Day 2 Keynote (October 29th)

Distributed Ledger Technology, Blockchain & Crypto Currencies


Edgar Weippl (@weippl), Professor

University of Vienna, Vienna, Austria

Bio:

Edgar R. Weippl is professor for Security and Privacy at the University of Vienna and Research Director of SBA Research, Head of the Christian Doppler Laboratory for Security and Quality Improvement in Production Systems, and Key Researcher for one area in the Austrian Blockchain Center (ABC). Edgar focuses on (1) fundamental and applied research on blockchain and distributed ledger technologies and (2) security of production systems engineering.

He is on the editorial board of Elsevier’s Computers & Security journal (COSE), was PC chair of ESORICS 2015, general chair of ACM CCS 2016 and PC Chair of SACMAT 2017, and general chair of Euro S&P 2021.

After graduating with a Ph.D. from the Vienna University of Technology, Edgar worked for two years in a research startup. He spent one year teaching as an assistant professor at Beloit College, WI. From 2002 to 2004, while with the software vendor ISIS Papyrus, he worked as a consultant for an HMO in New York, NY and Albany, NY, and for the financial industry in Frankfurt, Germany. In 2004 he joined the Vienna University of Technology and together with A Min Tjoa and Markus Klemen founded the research center SBA Research. In 2020 Edgar became full professor for Security and Privacy at the University of Vienna


Abstract:

https://blockchain.sba-research.org/

With the increase of interconnectivity and ubiquitous data access, new services have emerged. Distributed Ledger Technologies and their underlying principles can be used to reach agreement or consensus upon a distributed state in a highly distributed environment. They have many different aspects and can therefore be viewed from various angles, including the financial and economic, legal, political, and sociological perspective, as well as considering technical and socio-technical points of view. 

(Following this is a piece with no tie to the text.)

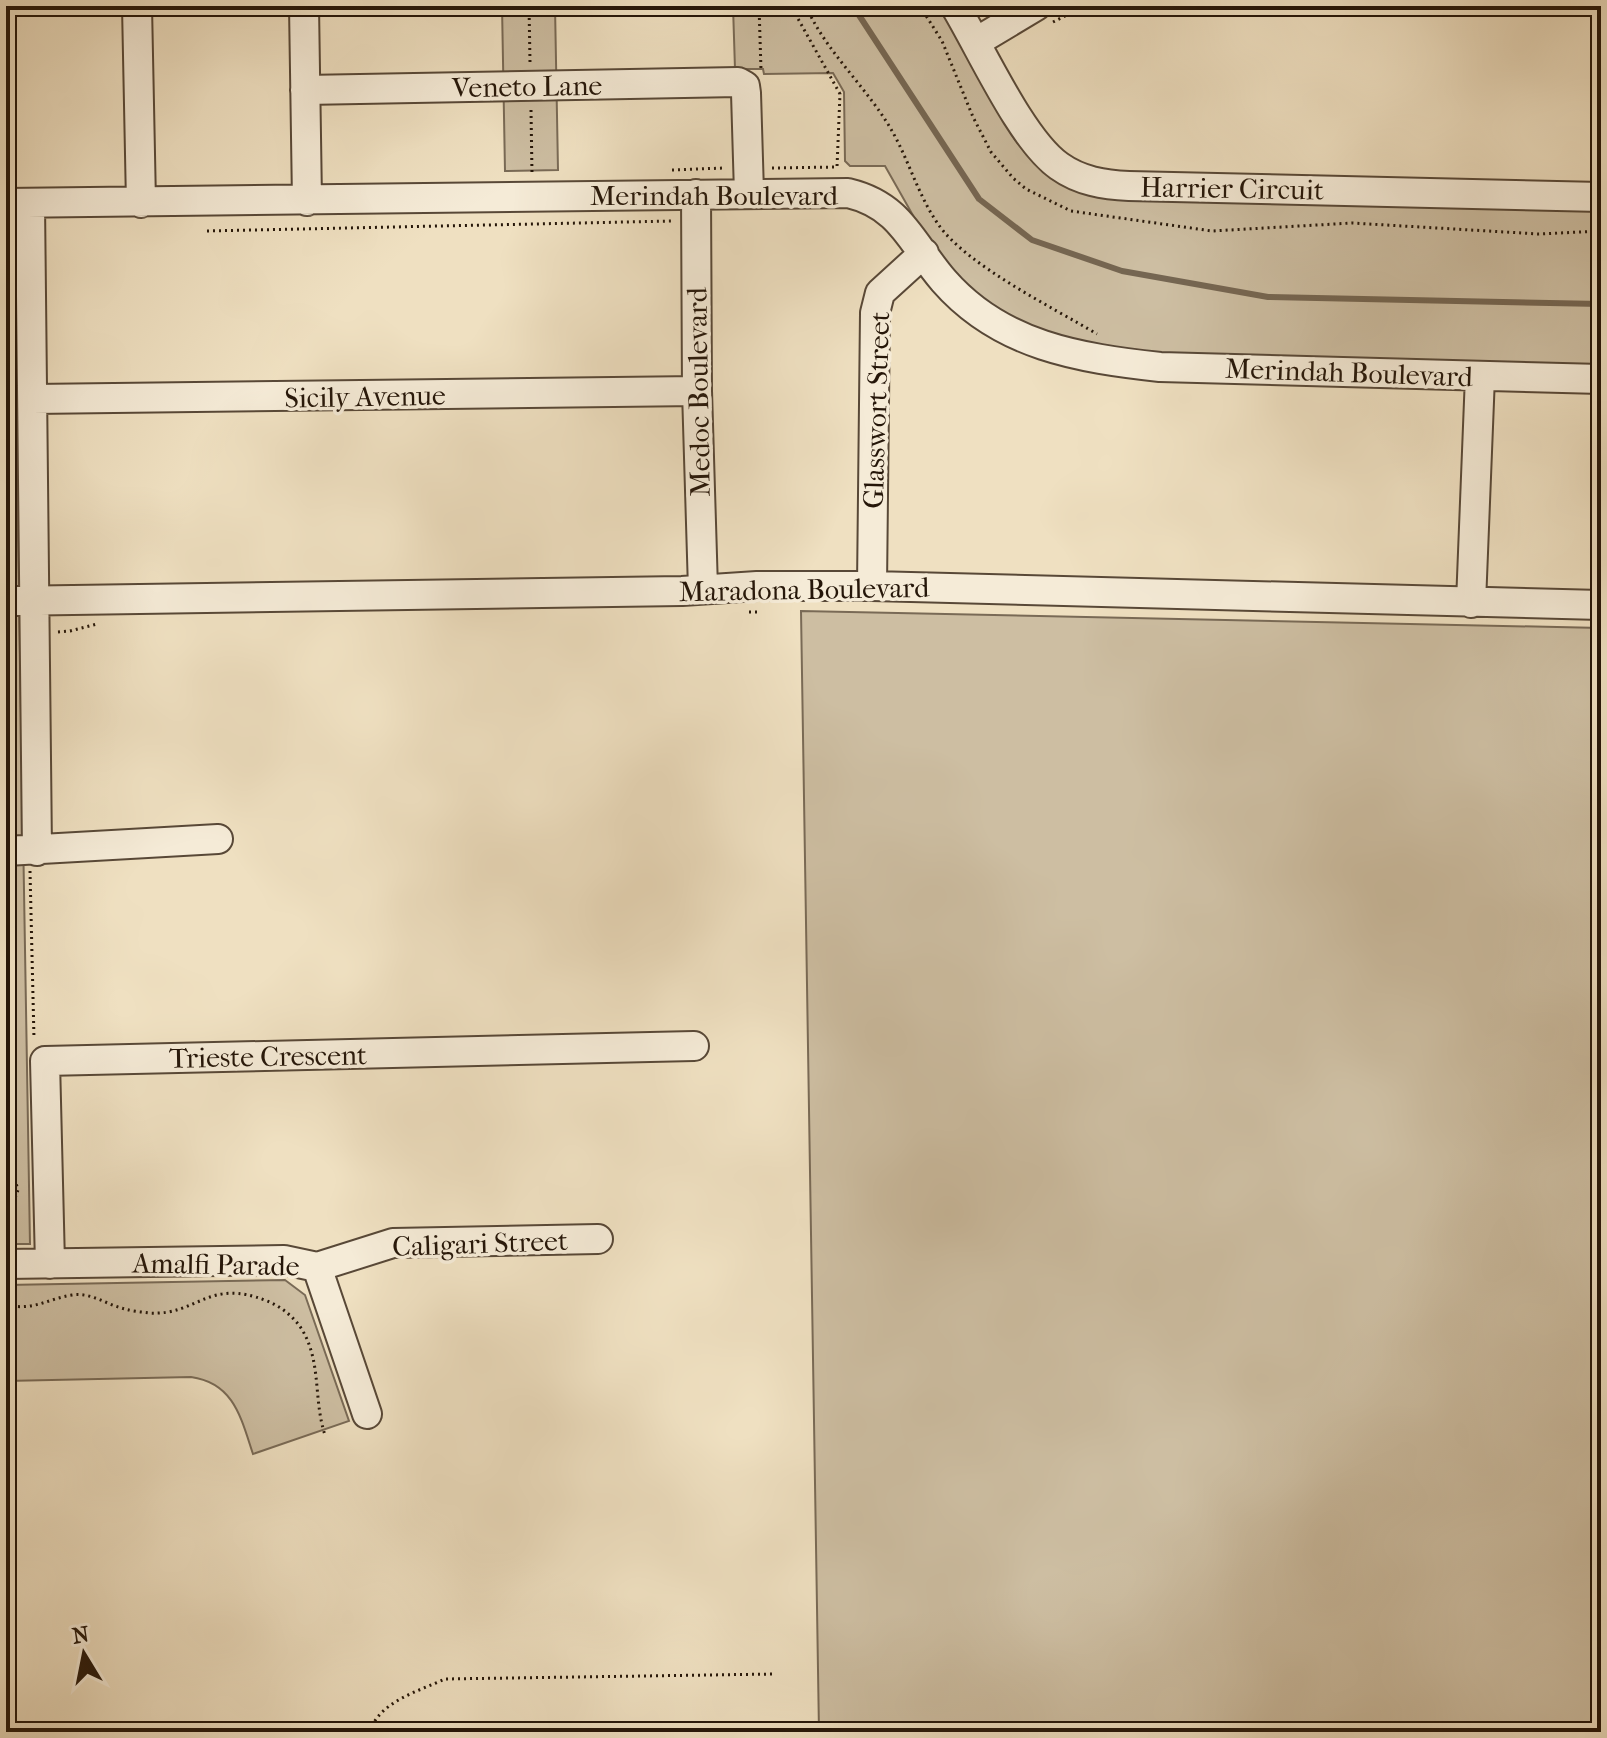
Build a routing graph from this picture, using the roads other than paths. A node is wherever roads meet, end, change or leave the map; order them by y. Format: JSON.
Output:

In the presentation I will show three properties that are important in our research: (1) theoretical foundations, (2) understanding real world phenomena, and (3) impact. For instance, proof-of-work (PoW) as used in Bitcoin is not only relevant to achieving consensus but also serves as a source of randomness used leader selection. Moreover, understanding economic incentives and malicious behavior (aka incentive attacks) to undermine consensus in public blockchains is important to create a stable blockchain environment upon which new services can be built.